**Task instructions**:
Type out each entry exactly as it appears, but keep every image out.

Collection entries
+ + +

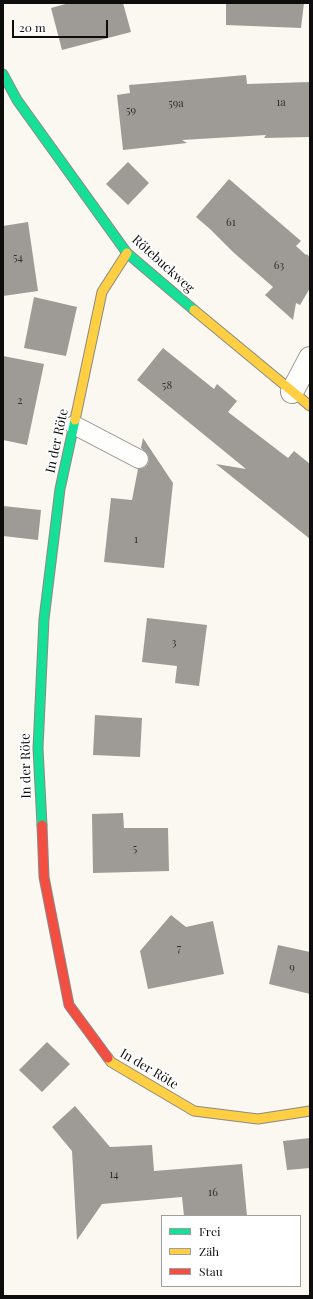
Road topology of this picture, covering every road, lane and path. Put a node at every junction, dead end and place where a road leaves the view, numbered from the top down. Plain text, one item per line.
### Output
1 (3, 74) edge
2 (127, 253) junction
3 (310, 358) edge
4 (292, 392) junction
5 (310, 406) edge
6 (74, 425) junction
7 (140, 459) dead end
8 (310, 1111) edge

1 - 2 street, Rötebuckweg
2 - 4 street, Rötebuckweg
2 - 6 street, In der Röte
3 - 4 street
4 - 5 street, Rötebuckweg
6 - 7 lane
6 - 8 street, In der Röte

+ + +

**Output for this exercise**:
Road topology of this picture, covering every road, lane and path. Put a node at every junction, dead end and place where a road leaves the view, numbered from the top down. Plain text, one item per line.
### Output
1 (3, 74) edge
2 (127, 253) junction
3 (310, 358) edge
4 (292, 392) junction
5 (310, 406) edge
6 (74, 425) junction
7 (140, 459) dead end
8 (310, 1111) edge

1 - 2 street, Rötebuckweg
2 - 4 street, Rötebuckweg
2 - 6 street, In der Röte
3 - 4 street
4 - 5 street, Rötebuckweg
6 - 7 lane
6 - 8 street, In der Röte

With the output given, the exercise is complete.